New Residence Hall Limited to Freshmen


(Sarah Howard/The Observer)


(Sarah Howard/The Observer)
(Sarah Howard/The Observer)

Residents of the incoming class of 2018 at Fordham College at Lincoln Center (FCLC) will be permitted to dorm in the new building beginning summer 2014. However, for their remaining three years at FCLC, the incoming class of residents will be required to dorm in McMahon Hall.

According to Jenifer Campbell, director of residential life at FCLC, the incoming freshmen class will still be guaranteed housing for all four years at the Lincoln Center campus. “It is still the case that students will be guaranteed housing here; it is indigenous to the Lincoln Center campus,” she said. “[First year students] will still be guaranteed housing for all four years, but they will move from the new building into McMahon Hall after their first year.”

Starting with the incoming class of 2018, all first-year students will be expected to reside in McMahon Hall during their second year. “All first-year students will reside in the new residence hall,” Campbell said. “After their first year, their freshman year, they will segue through the lottery process in the spring of 2015. Afterwards, [these students] will be selected into McMahon Hall for the fall of 2015.”

Housing is only available for freshmen students because of the structure of the new building. “[The new building] is designated for first year space because of the configuration of the building and things of that nature,” Campbell said. “[The new building] is a traditional hall setting for what would be undergraduate students; there would be double and triple rooms separated by a bathroom environment.”

According to Keith Eldredge, dean of student affairs at FCLC, there are many benefits to McMahon Hall. However, the configuration of the current residence hall makes it difficult to build community among students.

The format of the new residence hall is meant to create community among first-year students. “[The new building] does not have an apartment style setting like McMahon Hall,” Campbell said. “It was specifically built with the idea of creating community because of the way the rooms and lounge spaces are configured.”

The freshmen will occupy 12 floors of the new residence hall. “Groups of freshmen in the dorm are separated into six communities on these 12 floors,” Eldredge said. “Each community is themed; the theme is Catholic heroes.”

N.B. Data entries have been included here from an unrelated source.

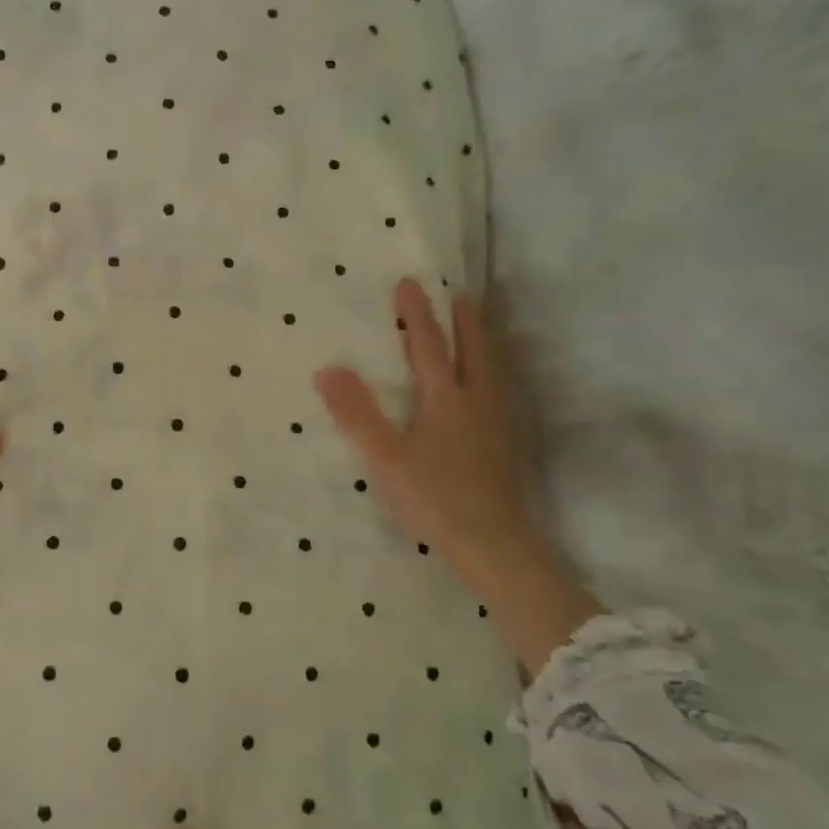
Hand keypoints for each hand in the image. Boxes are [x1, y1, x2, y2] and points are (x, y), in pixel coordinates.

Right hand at [314, 279, 535, 574]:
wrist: (494, 546)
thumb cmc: (435, 498)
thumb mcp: (387, 457)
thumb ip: (357, 414)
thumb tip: (327, 368)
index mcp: (446, 400)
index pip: (429, 346)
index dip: (417, 315)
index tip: (410, 283)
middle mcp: (475, 403)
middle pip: (472, 351)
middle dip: (463, 321)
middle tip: (459, 295)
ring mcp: (493, 425)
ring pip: (490, 371)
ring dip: (480, 343)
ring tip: (476, 329)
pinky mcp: (501, 446)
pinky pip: (494, 391)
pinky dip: (487, 372)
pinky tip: (483, 390)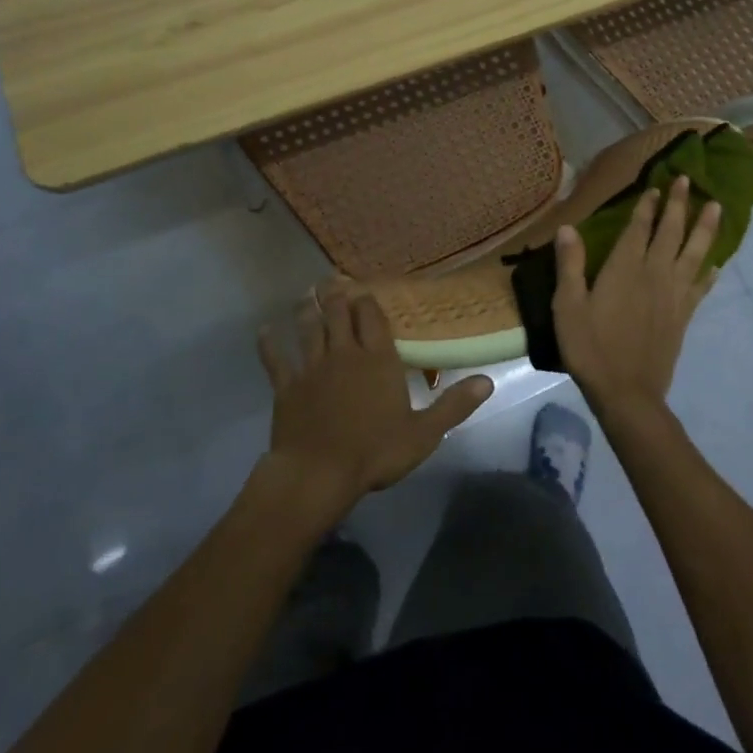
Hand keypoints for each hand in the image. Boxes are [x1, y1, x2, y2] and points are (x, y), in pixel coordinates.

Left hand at [257, 286, 492, 524]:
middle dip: (337, 295)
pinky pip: (276, 360)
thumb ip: (454, 405)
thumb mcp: (424, 433)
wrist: (317, 473)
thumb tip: (487, 381)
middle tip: (332, 278)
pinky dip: (270, 344)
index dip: (368, 301)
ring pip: (309, 328)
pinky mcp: (286, 386)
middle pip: (339, 314)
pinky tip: (265, 331)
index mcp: (378, 359)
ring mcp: (312, 367)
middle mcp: (344, 353)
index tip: (364, 289)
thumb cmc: (375, 452)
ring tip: (306, 293)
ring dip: (307, 309)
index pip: (373, 318)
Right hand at [553, 175, 720, 419]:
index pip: (640, 229)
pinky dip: (708, 272)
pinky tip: (715, 264)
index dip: (648, 206)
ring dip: (705, 229)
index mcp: (625, 269)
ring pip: (694, 254)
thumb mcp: (568, 306)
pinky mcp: (683, 317)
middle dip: (679, 205)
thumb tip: (567, 227)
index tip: (658, 186)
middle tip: (689, 181)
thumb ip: (570, 265)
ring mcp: (673, 296)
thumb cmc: (591, 347)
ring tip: (716, 207)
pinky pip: (700, 287)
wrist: (627, 392)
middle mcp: (654, 274)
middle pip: (671, 233)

Furthermore, the configuration of the new residence hall will assist freshmen in getting to know their peers. “The [new residence hall] will help the freshmen make relationships with their roommate, as well as the other students on their floor,” Eldredge said.

In addition, the new building can only accommodate a certain amount of students. “The new building can accommodate about 400 undergraduate students, including our staff members,” Campbell said. “Other than the first year students, just the staff can be housed there. But [the new building] is exclusively meant for first-year students.”

Based on information from past surveys conducted by student affairs, Eldredge noted that it would be best for all the freshmen to live exclusively in the same building. “[Student affairs] evaluated that it would be best for freshmen to live with fellow freshmen; it is reassuring to incoming freshmen and their parents,” he said.